Six or seven bases matching the -35 and -10 regions is common. You should have found that you can match 6/10 bases around every one to two hundred bases. Real promoters are not found this frequently in DNA, therefore, something else must be going on.

March 29

1 & 2. In PyMol construct a ten alanine residue peptide. Use PyMol to set all the phi angles to -75 and all the psi angles to 150. Note that the phi and psi dihedral angles are defined by atoms along the polypeptide backbone and that the resulting dihedral does not depend on whether the atom order was along the backbone in the N to C or the C to N direction. Describe and comment on the resulting structure. For your own amusement, in a dipeptide set omega to cis and trans and look at the resulting structures.

It is, of course, a helix with very close to three residues per turn, but it is LEFT-HANDED. This is known as a polyproline II helix, and is the state of polypeptides as they emerge from the active site on ribosomes.

April 3

1 & 2. Historically how was the direction of protein elongation determined? What would be a good way to determine the direction now, using modern techniques and technology?

As most of you found, looking at hemoglobin synthesis. One modern way to do it would be to use any cells or tissues that are synthesizing lots of one particular protein, e.g. E. coli synthesizing beta-galactosidase, administer deuterium labelled amino acids for 30 seconds, then stop cells and purify completed beta-galactosidase. Digest with protease and using a mass spec, determine whether it is peptides from the N- or C-terminus that are deuterium labelled.

April 5

1. 2. Suppose the I₂ site in ara is changed to I₁. Why might one expect araBAD expression to become constitutive? Why might it not become constitutive?

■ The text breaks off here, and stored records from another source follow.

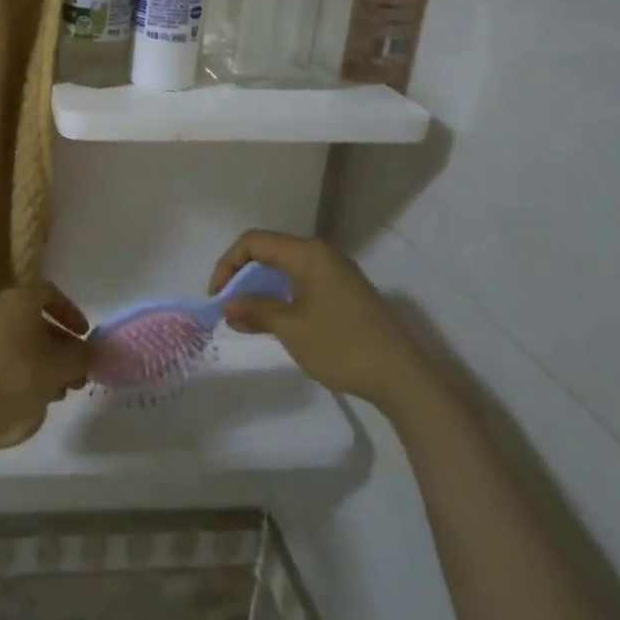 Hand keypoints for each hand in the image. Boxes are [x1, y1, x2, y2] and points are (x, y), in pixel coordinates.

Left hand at [0, 283, 93, 441]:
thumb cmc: (17, 375)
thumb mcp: (60, 368)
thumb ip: (83, 357)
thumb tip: (94, 352)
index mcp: (18, 299)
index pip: (49, 293)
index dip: (71, 313)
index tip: (84, 337)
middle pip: (34, 321)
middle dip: (59, 346)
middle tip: (75, 373)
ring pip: (17, 343)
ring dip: (41, 363)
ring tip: (57, 392)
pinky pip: (0, 357)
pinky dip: (18, 371)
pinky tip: (30, 398)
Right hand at [210, 230, 428, 407]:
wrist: (402, 377)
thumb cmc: (341, 346)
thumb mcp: (291, 328)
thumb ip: (256, 310)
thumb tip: (228, 303)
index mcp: (308, 254)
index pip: (254, 242)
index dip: (228, 264)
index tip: (217, 296)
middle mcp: (322, 254)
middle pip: (269, 251)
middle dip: (242, 276)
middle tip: (228, 306)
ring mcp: (337, 273)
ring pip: (285, 268)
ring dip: (261, 288)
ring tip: (246, 318)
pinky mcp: (345, 292)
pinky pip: (302, 282)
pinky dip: (281, 295)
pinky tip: (275, 320) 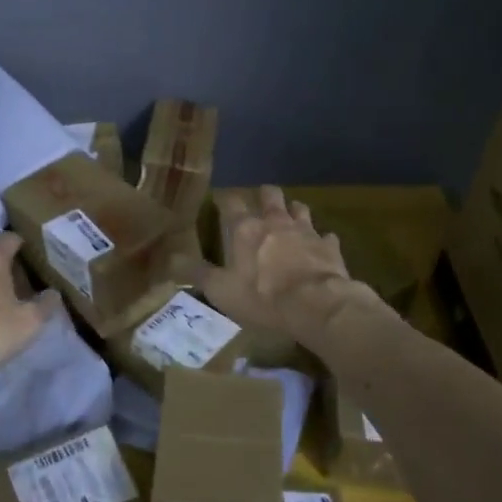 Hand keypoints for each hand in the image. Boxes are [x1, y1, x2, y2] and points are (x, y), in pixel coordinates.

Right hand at [191, 186, 368, 333]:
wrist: (317, 306)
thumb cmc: (262, 297)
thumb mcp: (221, 290)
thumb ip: (198, 273)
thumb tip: (171, 259)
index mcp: (245, 229)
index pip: (231, 202)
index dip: (224, 199)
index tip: (220, 201)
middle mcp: (275, 222)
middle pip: (270, 195)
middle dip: (264, 195)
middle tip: (260, 202)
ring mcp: (306, 231)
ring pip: (300, 209)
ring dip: (293, 211)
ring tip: (290, 218)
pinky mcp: (329, 246)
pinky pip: (326, 237)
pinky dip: (321, 240)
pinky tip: (320, 248) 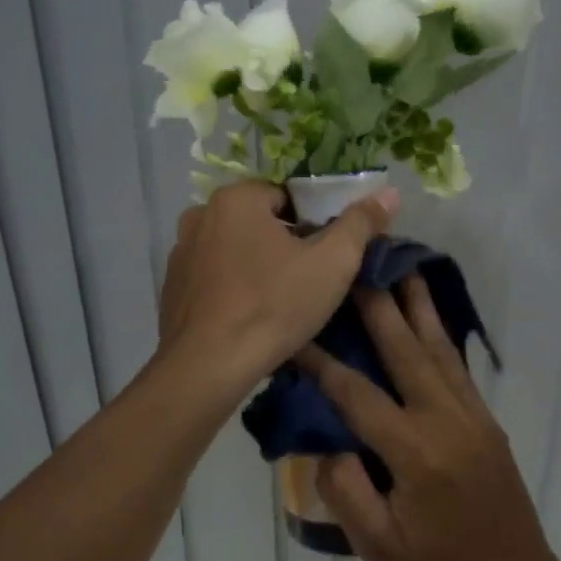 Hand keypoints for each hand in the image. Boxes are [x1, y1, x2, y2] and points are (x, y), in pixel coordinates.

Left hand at [157, 180, 398, 392]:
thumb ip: (361, 223)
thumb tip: (389, 193)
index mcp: (236, 198)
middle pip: (259, 222)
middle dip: (285, 244)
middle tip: (309, 281)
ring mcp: (180, 252)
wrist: (208, 367)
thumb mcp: (333, 263)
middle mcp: (200, 215)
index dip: (314, 224)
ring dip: (257, 265)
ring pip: (235, 250)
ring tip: (280, 302)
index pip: (288, 196)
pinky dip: (232, 288)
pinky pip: (214, 277)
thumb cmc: (274, 306)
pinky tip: (249, 316)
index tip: (327, 256)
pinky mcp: (171, 287)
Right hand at [296, 276, 560, 560]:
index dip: (322, 363)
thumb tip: (327, 444)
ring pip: (439, 347)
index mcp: (416, 452)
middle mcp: (446, 420)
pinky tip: (429, 316)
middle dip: (378, 303)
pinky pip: (457, 366)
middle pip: (406, 349)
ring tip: (403, 266)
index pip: (358, 394)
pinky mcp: (486, 420)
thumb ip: (347, 491)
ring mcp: (472, 415)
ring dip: (418, 304)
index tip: (295, 332)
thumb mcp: (379, 546)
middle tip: (360, 262)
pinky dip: (439, 333) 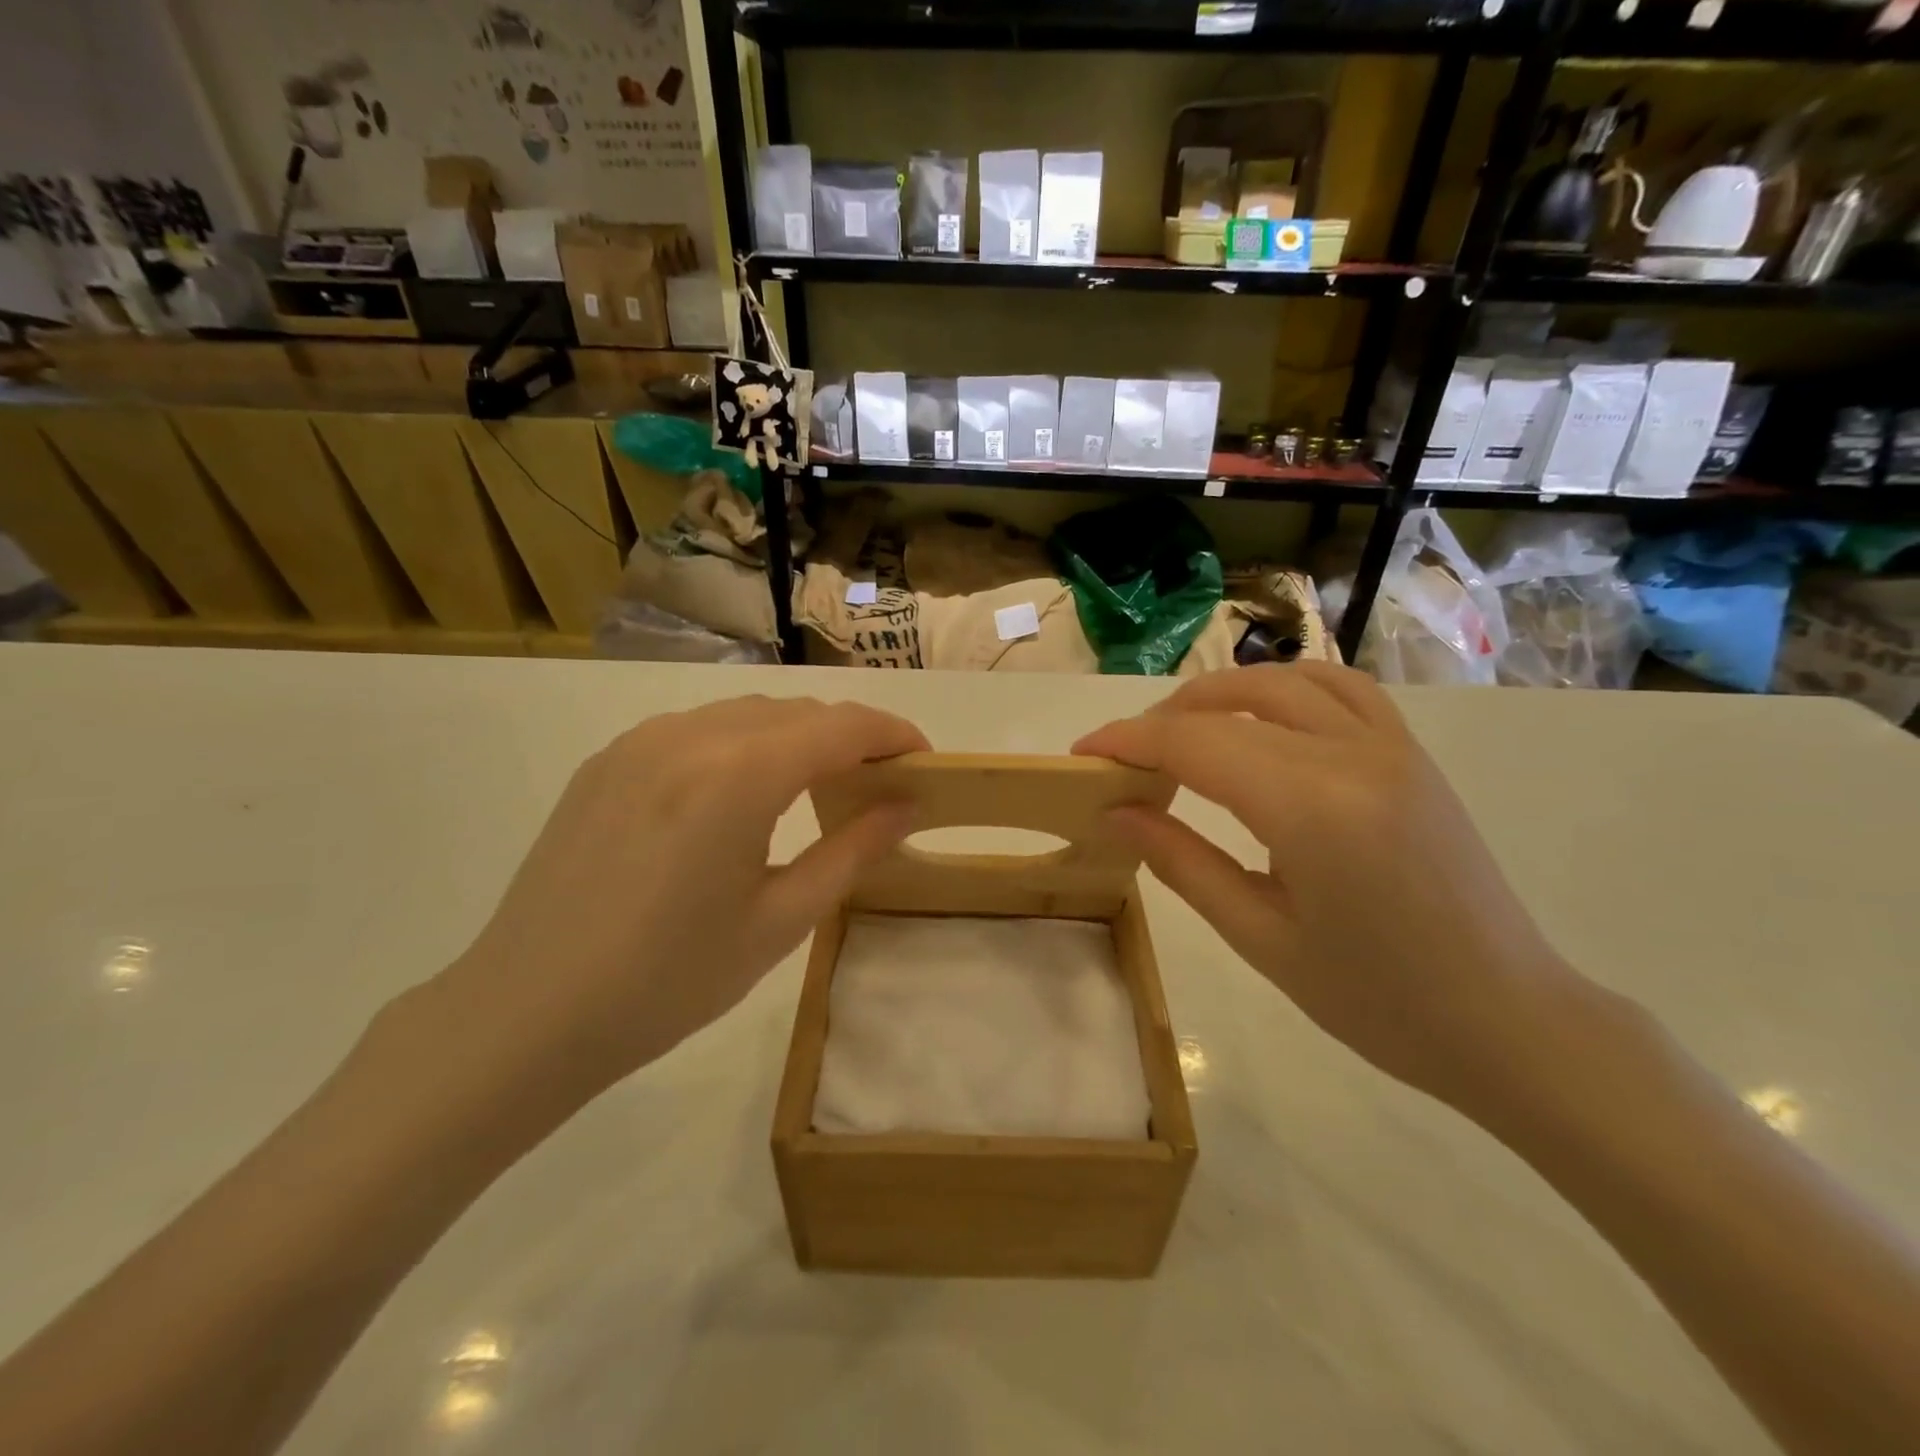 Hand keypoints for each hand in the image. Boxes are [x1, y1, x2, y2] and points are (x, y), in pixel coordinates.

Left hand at [427, 696, 926, 1106]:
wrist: (526, 1013)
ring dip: (796, 737)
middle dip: (849, 737)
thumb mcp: (780, 921)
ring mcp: (641, 742)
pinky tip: (741, 794)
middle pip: (798, 712)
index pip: (842, 725)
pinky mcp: (608, 760)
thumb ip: (853, 850)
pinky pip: (697, 730)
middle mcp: (690, 735)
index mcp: (739, 775)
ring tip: (817, 786)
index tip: (925, 761)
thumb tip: (908, 805)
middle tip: (878, 784)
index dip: (894, 735)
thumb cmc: (669, 980)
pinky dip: (742, 745)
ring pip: (746, 714)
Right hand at [1074, 664, 1575, 1110]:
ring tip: (1180, 731)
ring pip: (1283, 680)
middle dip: (1161, 721)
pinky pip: (1340, 688)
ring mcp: (1391, 746)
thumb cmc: (1377, 1000)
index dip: (1128, 741)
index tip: (1082, 755)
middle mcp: (1353, 756)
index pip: (1196, 743)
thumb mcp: (1261, 937)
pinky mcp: (1411, 753)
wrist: (1507, 1020)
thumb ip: (1181, 862)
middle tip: (1122, 759)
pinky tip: (1260, 717)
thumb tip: (1115, 813)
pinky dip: (1283, 687)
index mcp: (1313, 809)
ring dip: (1218, 694)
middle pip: (1231, 705) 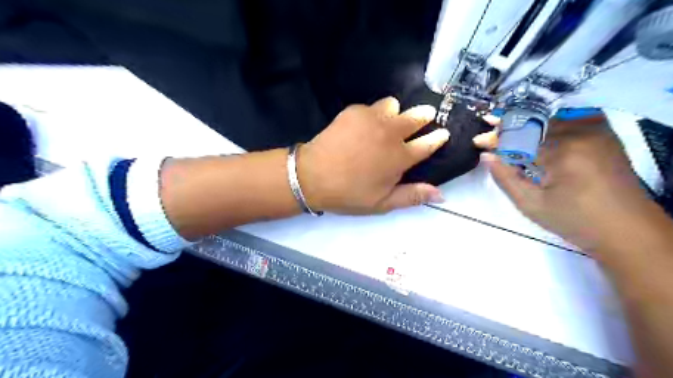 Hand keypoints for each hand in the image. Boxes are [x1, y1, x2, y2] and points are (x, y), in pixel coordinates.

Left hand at [297, 96, 448, 215]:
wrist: (312, 176)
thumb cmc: (349, 193)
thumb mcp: (381, 203)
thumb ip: (412, 196)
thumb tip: (441, 194)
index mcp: (400, 157)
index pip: (429, 143)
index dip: (438, 138)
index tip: (442, 133)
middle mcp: (391, 133)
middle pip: (417, 116)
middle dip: (425, 115)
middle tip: (424, 117)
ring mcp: (372, 118)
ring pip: (394, 105)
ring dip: (395, 113)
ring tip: (386, 124)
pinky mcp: (355, 111)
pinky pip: (372, 106)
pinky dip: (373, 114)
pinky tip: (362, 126)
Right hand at [475, 115, 654, 250]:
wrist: (627, 230)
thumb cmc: (575, 221)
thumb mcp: (531, 205)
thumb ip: (506, 178)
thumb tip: (487, 156)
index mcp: (563, 151)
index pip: (520, 137)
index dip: (497, 138)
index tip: (478, 142)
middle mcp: (582, 133)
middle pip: (534, 124)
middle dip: (509, 129)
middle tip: (490, 133)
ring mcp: (597, 132)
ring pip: (552, 120)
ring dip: (528, 125)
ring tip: (508, 130)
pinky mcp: (605, 136)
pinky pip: (572, 120)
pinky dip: (550, 123)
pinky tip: (538, 129) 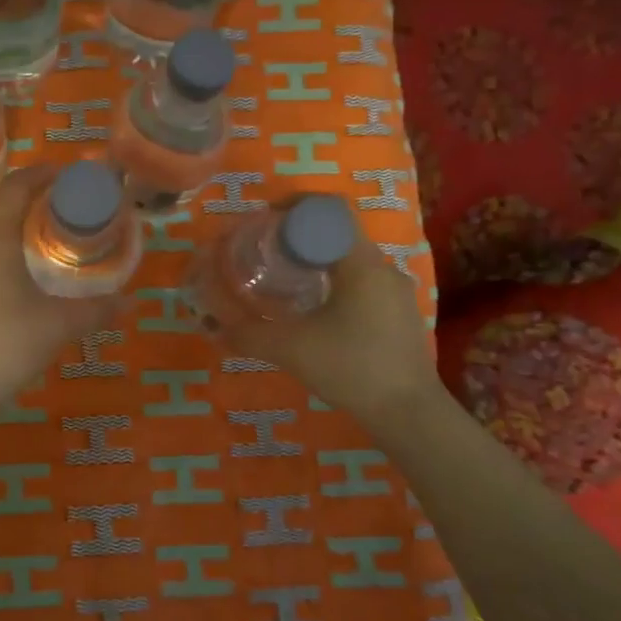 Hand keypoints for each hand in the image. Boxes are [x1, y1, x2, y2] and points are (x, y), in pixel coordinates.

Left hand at [0, 164, 118, 411]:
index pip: (14, 187)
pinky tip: (25, 265)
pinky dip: (5, 242)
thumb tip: (130, 303)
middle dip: (31, 194)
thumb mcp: (60, 324)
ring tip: (50, 228)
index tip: (68, 173)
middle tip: (66, 200)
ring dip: (16, 219)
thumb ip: (97, 309)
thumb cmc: (9, 342)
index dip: (41, 174)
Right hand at [223, 229, 440, 423]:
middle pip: (340, 235)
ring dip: (320, 264)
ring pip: (352, 263)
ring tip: (289, 284)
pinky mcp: (401, 316)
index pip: (332, 211)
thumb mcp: (291, 349)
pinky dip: (337, 286)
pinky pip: (364, 285)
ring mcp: (397, 293)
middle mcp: (384, 269)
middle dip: (302, 238)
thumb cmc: (351, 368)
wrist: (409, 413)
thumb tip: (212, 327)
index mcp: (361, 264)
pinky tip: (318, 315)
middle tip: (269, 254)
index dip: (297, 206)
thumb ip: (249, 334)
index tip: (267, 219) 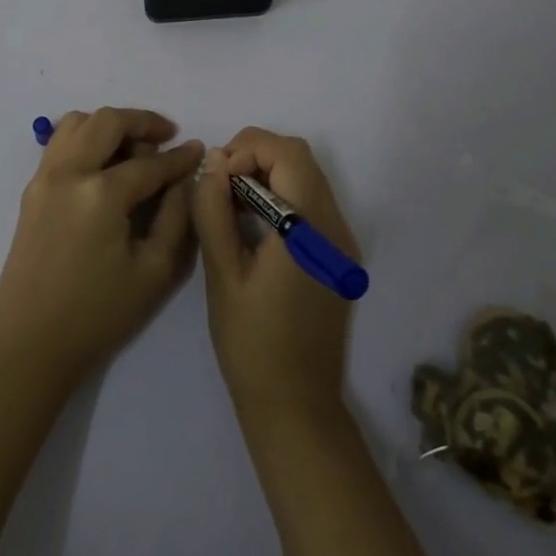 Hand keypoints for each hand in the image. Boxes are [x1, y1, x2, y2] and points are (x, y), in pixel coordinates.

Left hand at [0, 108, 202, 390]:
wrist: (29, 344)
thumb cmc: (98, 315)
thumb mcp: (153, 271)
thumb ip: (176, 216)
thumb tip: (185, 179)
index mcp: (101, 193)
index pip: (149, 163)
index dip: (179, 157)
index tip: (198, 150)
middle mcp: (69, 172)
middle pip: (108, 121)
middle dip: (143, 122)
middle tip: (166, 137)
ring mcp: (44, 177)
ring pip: (77, 122)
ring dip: (109, 126)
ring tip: (133, 149)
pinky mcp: (31, 189)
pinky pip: (60, 143)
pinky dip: (85, 138)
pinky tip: (104, 164)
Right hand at [192, 129, 360, 430]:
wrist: (296, 407)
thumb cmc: (252, 343)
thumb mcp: (222, 274)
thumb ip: (214, 211)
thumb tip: (213, 163)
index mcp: (309, 229)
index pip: (288, 153)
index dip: (248, 148)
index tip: (217, 176)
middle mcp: (336, 228)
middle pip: (301, 159)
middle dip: (256, 157)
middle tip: (220, 186)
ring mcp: (342, 244)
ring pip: (308, 178)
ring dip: (269, 175)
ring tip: (231, 205)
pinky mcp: (339, 258)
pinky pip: (312, 204)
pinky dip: (282, 197)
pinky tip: (254, 227) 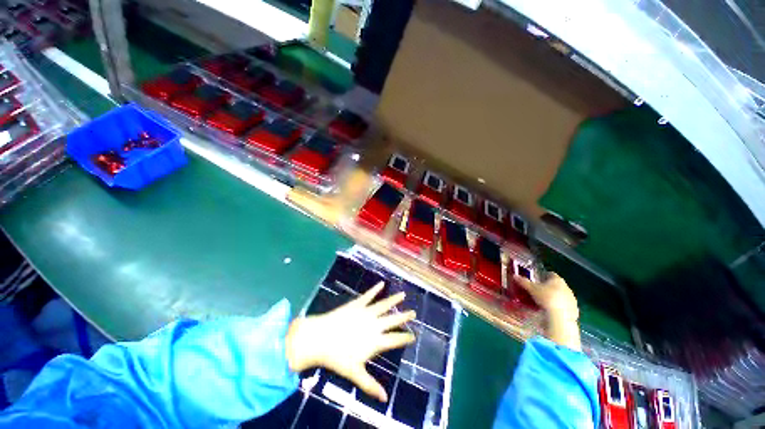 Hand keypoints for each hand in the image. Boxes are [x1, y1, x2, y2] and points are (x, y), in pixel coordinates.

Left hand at [285, 282, 415, 401]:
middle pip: (393, 320)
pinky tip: (381, 283)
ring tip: (403, 295)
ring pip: (384, 305)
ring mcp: (366, 312)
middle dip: (404, 316)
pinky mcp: (357, 304)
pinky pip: (368, 295)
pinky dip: (375, 289)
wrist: (320, 339)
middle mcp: (374, 325)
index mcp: (375, 341)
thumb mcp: (355, 373)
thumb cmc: (337, 358)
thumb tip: (384, 399)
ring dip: (394, 300)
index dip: (405, 338)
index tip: (414, 335)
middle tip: (413, 312)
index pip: (395, 340)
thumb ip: (370, 385)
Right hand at [514, 272, 578, 320]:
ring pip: (562, 295)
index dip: (543, 275)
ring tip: (544, 302)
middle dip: (549, 287)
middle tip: (539, 291)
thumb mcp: (531, 289)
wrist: (560, 317)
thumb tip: (514, 275)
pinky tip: (552, 311)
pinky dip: (559, 307)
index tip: (537, 279)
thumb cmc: (545, 298)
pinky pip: (565, 305)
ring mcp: (572, 298)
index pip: (550, 274)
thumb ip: (523, 282)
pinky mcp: (574, 309)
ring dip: (555, 297)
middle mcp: (566, 287)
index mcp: (557, 279)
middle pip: (557, 284)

Normally, AraC loops the DNA because its DNA binding domains are held in positions appropriate for looping and because O₂ binds a DNA binding domain 10 x tighter than I₂ does. Since I₁ binds a DNA binding domain 10 x tighter than O₂ does, changing I₂ to I₁ has a very good chance of forcing the protein to bind to the I₁-I₁, site even in the absence of arabinose, and because of its position, it would induce transcription. The reason that it might not comes from the fact that the I₂ site partially overlaps the polymerase -35 site. Thus, when the I₂ sequence is converted to an I₁ sequence, the overlapped part of the -35 sequence is altered, and hence initiation by RNAP could be severely damaged. Note that the all purpose answer of "allostery" (thinking that the I₂ sequence has special properties that put a DNA binding domain that has bound to it in an inducing conformation) doesn't fit the facts. It is worth noting (come by my office if you want to check it out on a 3D model) that two proteins can both simultaneously "read" at least three bases in common if they put alpha helices into the major groove of DNA from opposite sides of the helix.

April 10

1. DNA seems shockingly stable in that genes stay the same and functional for thousands of generations whereas almost all other material objects denature, oxidize, erode etc. Comment.

I assigned this problem for several partial reasons. One of which is that I was hoping that one of you might come up with a more satisfying answer than I have. Another is to illustrate that just because someone asks a scientific question doesn't mean that there is an answer. My own best, but not fully satifying answer, to the question is: a. Redundancy in the information permits error correction in the cases of damage that is detectable, b. The process of egg and sperm production as well as embryo development allows for some very stringent quality control measures that discard mistaken copies and retains only the good and functional copies of chromosomes.